[Opening Working data section]
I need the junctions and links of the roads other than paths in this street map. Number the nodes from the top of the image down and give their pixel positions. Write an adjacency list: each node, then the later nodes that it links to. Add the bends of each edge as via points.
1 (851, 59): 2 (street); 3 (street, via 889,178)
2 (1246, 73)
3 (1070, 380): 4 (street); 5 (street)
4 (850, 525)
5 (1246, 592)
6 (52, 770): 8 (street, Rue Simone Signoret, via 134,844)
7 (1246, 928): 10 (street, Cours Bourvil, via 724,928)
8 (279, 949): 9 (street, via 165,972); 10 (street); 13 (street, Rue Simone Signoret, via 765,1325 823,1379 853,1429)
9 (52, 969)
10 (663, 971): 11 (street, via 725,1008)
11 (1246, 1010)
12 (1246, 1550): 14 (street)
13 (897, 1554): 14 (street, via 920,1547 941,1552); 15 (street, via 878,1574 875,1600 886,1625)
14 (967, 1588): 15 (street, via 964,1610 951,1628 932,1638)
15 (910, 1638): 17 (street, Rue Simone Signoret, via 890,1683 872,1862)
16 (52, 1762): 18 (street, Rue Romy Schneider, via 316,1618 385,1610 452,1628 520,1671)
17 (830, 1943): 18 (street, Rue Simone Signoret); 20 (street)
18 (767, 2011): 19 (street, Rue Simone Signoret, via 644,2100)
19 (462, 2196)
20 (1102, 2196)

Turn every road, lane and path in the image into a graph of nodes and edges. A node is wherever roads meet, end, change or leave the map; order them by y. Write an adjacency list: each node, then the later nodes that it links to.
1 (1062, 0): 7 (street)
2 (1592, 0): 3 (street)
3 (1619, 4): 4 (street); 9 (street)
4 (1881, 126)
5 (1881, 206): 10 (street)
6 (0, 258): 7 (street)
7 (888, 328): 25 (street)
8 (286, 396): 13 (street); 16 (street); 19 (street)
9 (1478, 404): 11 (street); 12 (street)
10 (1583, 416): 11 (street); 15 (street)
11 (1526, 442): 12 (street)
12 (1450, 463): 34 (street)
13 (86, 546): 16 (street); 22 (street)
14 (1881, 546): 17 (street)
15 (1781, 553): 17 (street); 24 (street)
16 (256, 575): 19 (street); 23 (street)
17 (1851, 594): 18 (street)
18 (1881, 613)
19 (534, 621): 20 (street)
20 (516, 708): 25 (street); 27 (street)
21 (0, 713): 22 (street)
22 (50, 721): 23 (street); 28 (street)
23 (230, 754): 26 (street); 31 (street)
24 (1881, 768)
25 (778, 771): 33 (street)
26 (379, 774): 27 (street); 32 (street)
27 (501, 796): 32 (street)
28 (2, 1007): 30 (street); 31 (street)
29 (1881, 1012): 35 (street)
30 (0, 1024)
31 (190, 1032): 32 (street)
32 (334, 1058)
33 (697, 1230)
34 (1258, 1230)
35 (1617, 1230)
[Closing Working data section]
Exercise aim: The line containing "Turn every road, lane" marks the start. Reproduce it and all lines after it through the end of the listing, exactly and alone.

Answer space:
Turn every road, lane and path in the image into a graph of nodes and edges. A node is wherever roads meet, end, change or leave the map; order them by y. Write an adjacency list: each node, then the later nodes that it links to.
1 (1062, 0): 7 (street)
2 (1592, 0): 3 (street)
3 (1619, 4): 4 (street); 9 (street)
4 (1881, 126)
5 (1881, 206): 10 (street)
6 (0, 258): 7 (street)
7 (888, 328): 25 (street)
8 (286, 396): 13 (street); 16 (street); 19 (street)
9 (1478, 404): 11 (street); 12 (street)
10 (1583, 416): 11 (street); 15 (street)
11 (1526, 442): 12 (street)
12 (1450, 463): 34 (street)
13 (86, 546): 16 (street); 22 (street)
14 (1881, 546): 17 (street)
15 (1781, 553): 17 (street); 24 (street)
16 (256, 575): 19 (street); 23 (street)
17 (1851, 594): 18 (street)
18 (1881, 613)
19 (534, 621): 20 (street)
20 (516, 708): 25 (street); 27 (street)
21 (0, 713): 22 (street)
22 (50, 721): 23 (street); 28 (street)
23 (230, 754): 26 (street); 31 (street)
24 (1881, 768)
25 (778, 771): 33 (street)
26 (379, 774): 27 (street); 32 (street)
27 (501, 796): 32 (street)
28 (2, 1007): 30 (street); 31 (street)
29 (1881, 1012): 35 (street)
30 (0, 1024)
31 (190, 1032): 32 (street)
32 (334, 1058)
33 (697, 1230)
34 (1258, 1230)
35 (1617, 1230)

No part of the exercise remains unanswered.